Apple, Berkshire Hathaway, Toyota, Google, Johnson & Johnson, Procter & Gamble, FedEx Corporation, Southwest Airlines, General Electric and Microsoft.

Well. Coming back to my thoughts. What enables a company the most admired company status?

Purpose, process and people framework as adopted by C.A.Bartlett and S.Ghosal to explain the growth of successful business enterprise?

Or Strategy, Structure and System framework developed by Alfred Chandler Jr to explain the management processes of successful companies?

In these days of dramatic corporate collapses, it is rather difficult to prescribe one common medicine for all to succeed. Since the factor admiration may be short lived. It is better to focus on the longevity of companies.

Our Indian companies should ponder over and pose themselves with the following questions

How long they have been around till today? How long will they survive into the future? Will they endure long enough and continue to make an impact in the corporate world?

What kind of organisations survive and flourish into the distant future and what kind of companies gently spiral into oblivion?

Is it possible to generalize based on the few survivors and great many failures, to draw some lessons for the future?

Truly great companies, which really survive several decades in a meaningful way, do not have making money as their overarching goal; their mission would be to make an impact in the chosen field of endeavor in a dramatic manner

Not that they would be averse to profits, or are run as a charity, or select a costlier alternative when a cheaper one will do.

Long-termers would decide things on the basis of how it would sustain them in their ability to contribute in a specific industry

When the famous ICI of UK had its mission to make use of chemical engineering to improve the quality of life, it had some thing solid to aim for; constant pursuit of a lofty mission made it a world beating company in the chemical industry. When it started pursuing a sordidly commercial goal as `maximize shareholders' wealth' ‘quarter after quarter’, it went down within a decade to become a rump of a once proud institution

The second feature of long-termers is that they judge themselves and their performance by well-defined internal standards, rather than some externally imposed or assumed standards. “No Fortune prescription or standards”. Their internal standards would be more demanding and less forgiving than external standards, but more closely aligned to their long-term goals.

Aspiring Indian long-termers would also need to focus on people angle as people who really matter and who are capable of building institutions are driven away by others in organizations by their sheer intolerance and fear arising out of insecurity.

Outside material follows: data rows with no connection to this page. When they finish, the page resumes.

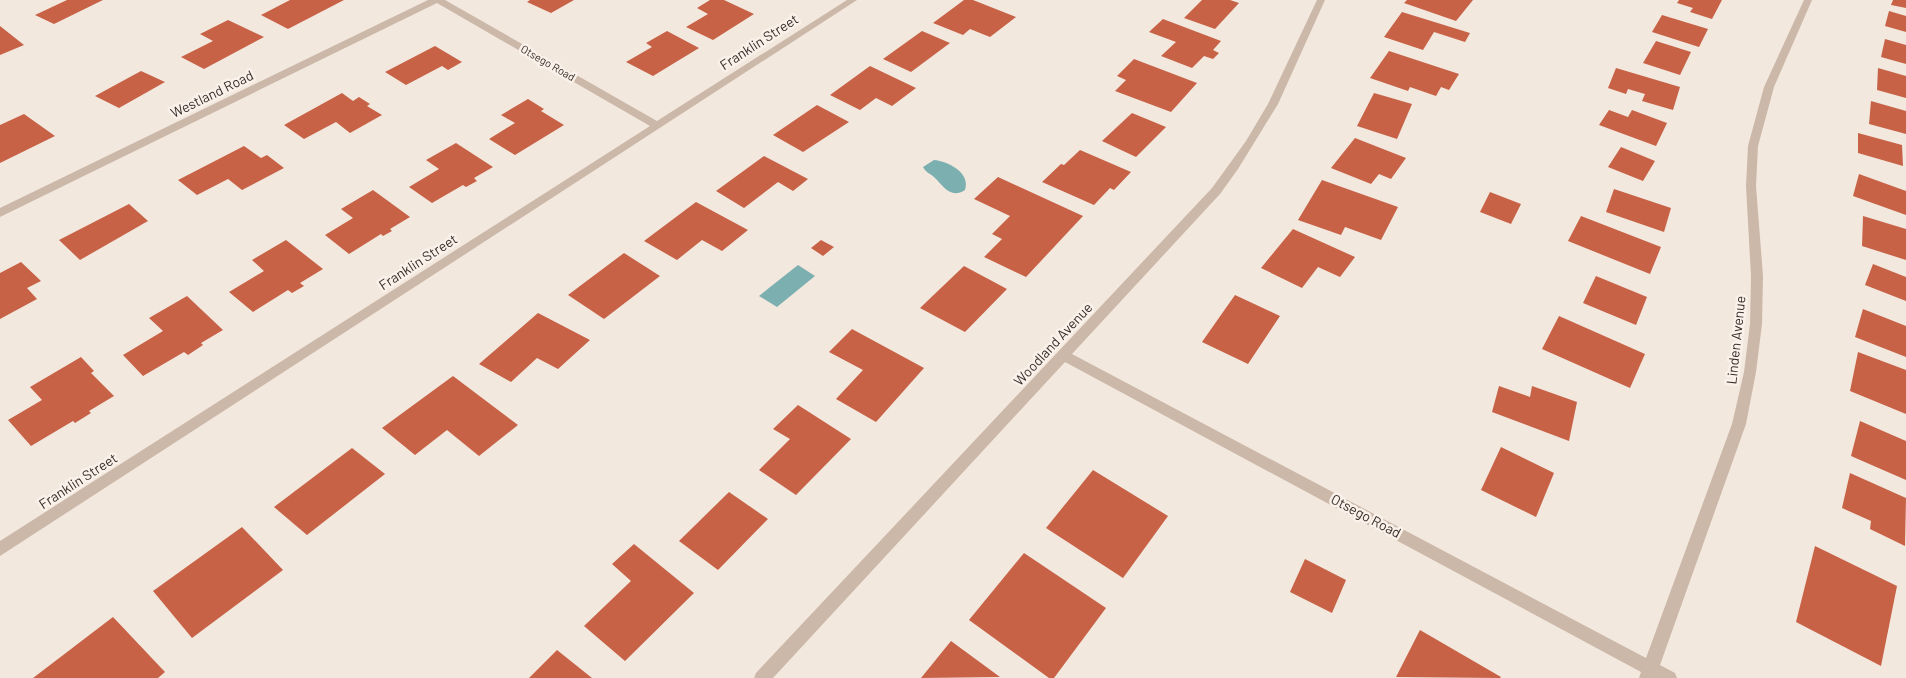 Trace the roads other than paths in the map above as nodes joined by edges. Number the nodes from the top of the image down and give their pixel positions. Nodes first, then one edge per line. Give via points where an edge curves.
1 (437, 0) edge
2 (853, 0) edge
3 (1321, 0) edge
4 (1808, 0) edge
5 (657, 126) junction
6 (0, 213) edge
7 (1063, 355) junction
8 (0, 549) edge
9 (1648, 673) edge
10 (762, 678) edge
11 (1669, 678) edge

1 - 5 street, Otsego Road
1 - 6 street, Westland Road
2 - 5 street, Franklin Street
3 - 7 street, Woodland Avenue via 1310,18 1280,91 1242,157 1216,191
4 - 9 street, Linden Avenue via 1769,87 1753,146 1751,186 1757,276 1756,324 1739,424
5 - 8 street, Franklin Street
7 - 9 street, Otsego Road
7 - 10 street, Woodland Avenue
9 - 11 street, Otsego Road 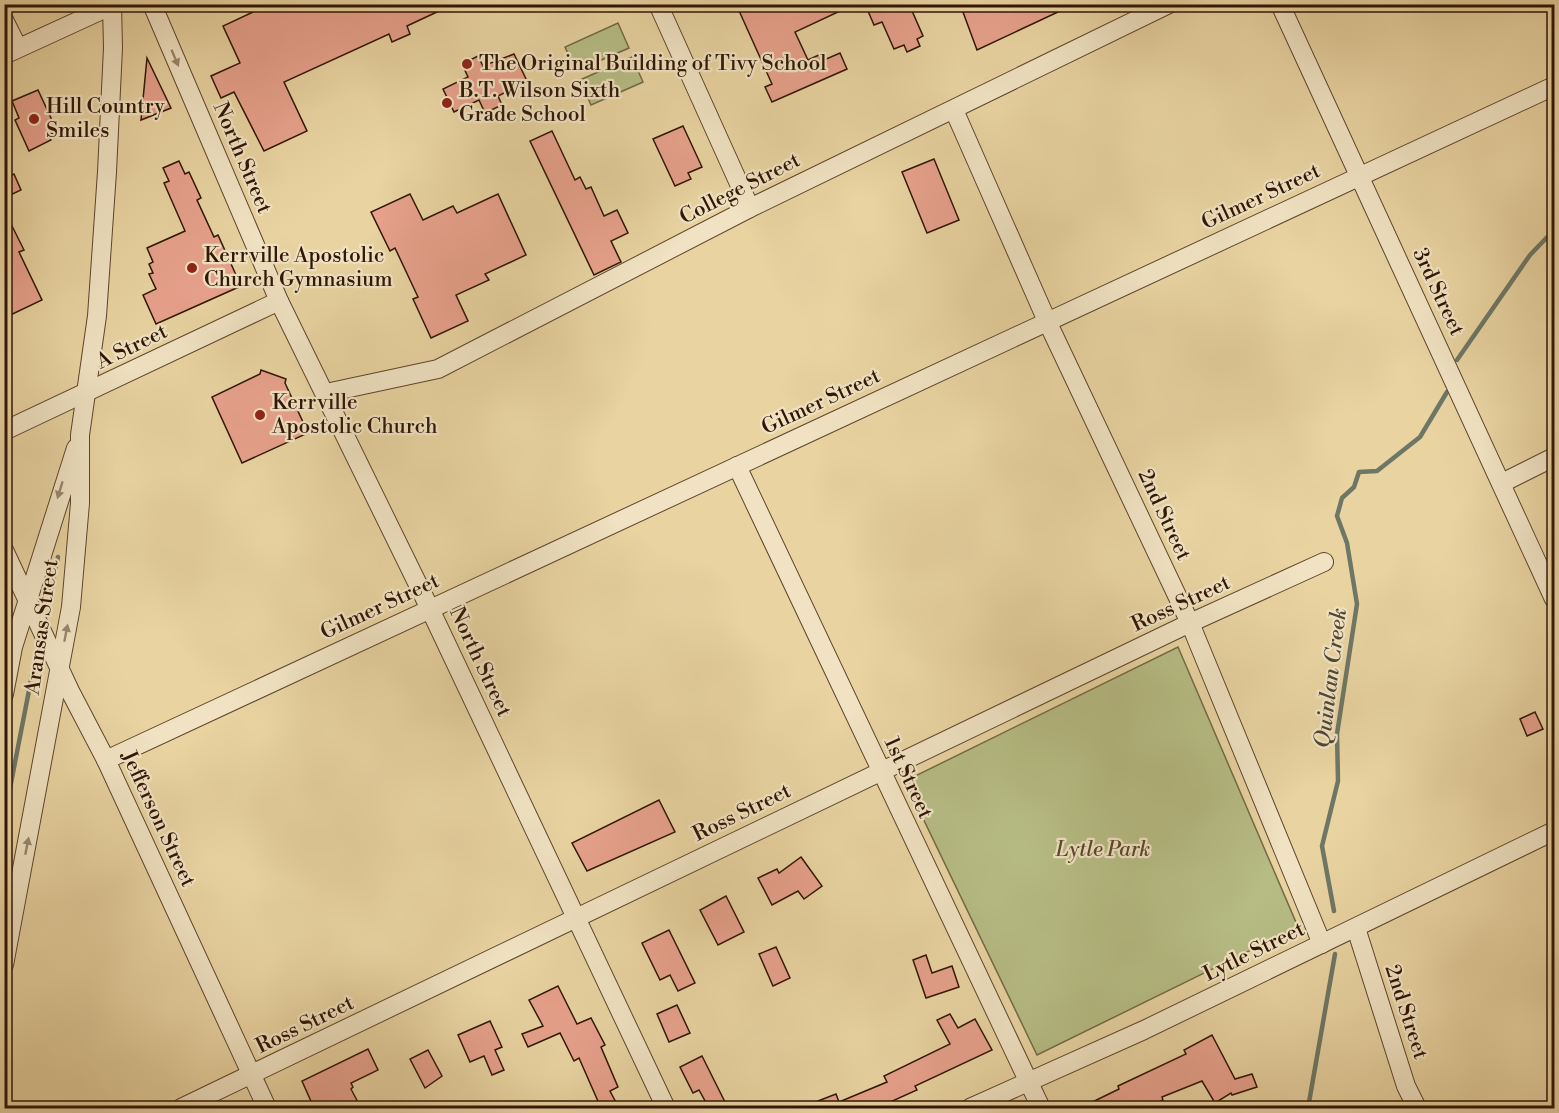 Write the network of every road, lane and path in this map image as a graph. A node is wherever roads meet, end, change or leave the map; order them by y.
1 (152, 4) edge
2 (658, 4) edge
3 (1169, 4) edge
4 (1280, 4) edge
5 (113, 5) edge
6 (4, 20) edge
7 (11, 52) edge
8 (1554, 86) edge
9 (954, 110) junction
10 (1359, 176) junction
11 (750, 208) junction
12 (279, 301) junction
13 (1047, 321) junction
14 (326, 393) junction
15 (87, 394) junction
16 (4, 431) edge
17 (80, 435) junction
18 (1554, 457) edge
19 (737, 466) junction
20 (1502, 483) junction
21 (4, 550) edge
22 (1324, 562) dead end
23 (28, 598) junction
24 (1554, 598) edge
25 (430, 609) junction
26 (1190, 623) junction
27 (60, 669) junction
28 (4, 694) edge
29 (106, 760) junction
30 (880, 772) junction
31 (1554, 831) edge
32 (576, 918) junction
33 (1356, 928) junction
34 (1322, 944) junction
35 (4, 965) edge
36 (253, 1076) junction
37 (1028, 1080) junction
38 (181, 1108) edge
39 (267, 1108) edge
40 (666, 1108) edge
41 (970, 1108) edge
42 (1041, 1108) edge
43 (1417, 1108) edge

1 -> 12 street, North Street
2 - 11 street
3 - 9 street, College Street
4 - 10 street, 3rd Street
5 - 7 street
5 - 15 street, Aransas Street
6 - 7 street
8 - 10 street, Gilmer Street
9 - 11 street, College Street
9 - 13 street, 2nd Street
10 - 13 street, Gilmer Street
10 - 20 street, 3rd Street
11 - 14 street, College Street
12 - 14 street, North Street
12 - 15 street, A Street
13 - 19 street, Gilmer Street
13 - 26 street, 2nd Street
14 - 25 street, North Street
15 - 16 street, A Street
15 - 17 street, Aransas Street
17 -> 23 street, Aransas Street
27 -> 17 street, Aransas Street
18 - 20 street
19 - 25 street, Gilmer Street
19 - 30 street, 1st Street
20 - 24 street, 3rd Street
21 - 23 street, Jefferson Street
22 - 26 street, Ross Street
23 - 27 street, Jefferson Street
23 - 28 street, Aransas Street
25 - 29 street, Gilmer Street
25 - 32 street, North Street
26 - 30 street, Ross Street
26 - 34 street, 2nd Street
27 - 29 street, Jefferson Street
35 -> 27 street, Aransas Street
29 - 36 street, Jefferson Street
30 - 32 street, Ross Street
30 - 37 street, 1st Street
31 - 33 street, Lytle Street
32 - 36 street, Ross Street
32 - 40 street, North Street
33 - 34 street, Lytle Street
33 - 43 street, 2nd Street
34 - 37 street, Lytle Street
36 - 38 street, Ross Street
36 - 39 street, Jefferson Street
37 - 41 street, Lytle Street
37 - 42 street, 1st Street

Long-term companies would encourage and reward scintillating display of skills in their profession. Future leaders would be chosen from among those who exhibit industry-leading skills, consistently and with conspicuous distinction and who respect processes.

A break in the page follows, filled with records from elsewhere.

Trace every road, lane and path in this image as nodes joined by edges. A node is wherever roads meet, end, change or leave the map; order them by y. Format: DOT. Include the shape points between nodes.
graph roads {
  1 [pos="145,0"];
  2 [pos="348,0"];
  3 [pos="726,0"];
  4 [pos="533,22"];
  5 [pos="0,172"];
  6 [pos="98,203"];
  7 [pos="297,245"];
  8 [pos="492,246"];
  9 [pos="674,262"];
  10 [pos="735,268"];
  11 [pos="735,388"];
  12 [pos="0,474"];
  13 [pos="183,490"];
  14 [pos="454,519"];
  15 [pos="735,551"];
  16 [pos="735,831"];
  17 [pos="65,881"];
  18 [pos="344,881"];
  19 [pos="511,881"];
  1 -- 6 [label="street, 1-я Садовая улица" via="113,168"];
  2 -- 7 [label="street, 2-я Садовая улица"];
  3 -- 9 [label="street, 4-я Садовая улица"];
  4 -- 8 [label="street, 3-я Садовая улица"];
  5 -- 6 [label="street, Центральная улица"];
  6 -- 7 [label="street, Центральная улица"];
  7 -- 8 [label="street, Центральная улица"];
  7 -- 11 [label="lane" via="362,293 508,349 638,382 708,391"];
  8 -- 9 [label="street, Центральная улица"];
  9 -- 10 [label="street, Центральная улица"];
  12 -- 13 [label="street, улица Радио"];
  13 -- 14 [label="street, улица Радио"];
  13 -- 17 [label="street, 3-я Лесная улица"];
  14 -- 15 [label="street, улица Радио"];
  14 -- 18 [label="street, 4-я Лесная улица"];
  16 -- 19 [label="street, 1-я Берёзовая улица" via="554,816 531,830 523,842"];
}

By definition these processes of building skills and evaluating by well accepted standards take time and a good deal of trust among its constituents

Long-termers will not be one-man shows, but a solid cadre of skills and attitudes. Long-term vision, strict internal standards, leadership with skills

These look like difficult conditions to impose in these days of quarterly results, mass voluntary or induced turnover of skills and spin oriented leadership. Is it not?

Well. If we are really interested in building lasting institutions, we are to start here and now on these lines how so ever difficult it may be. To make a humble beginning is the best sure way to corner glory!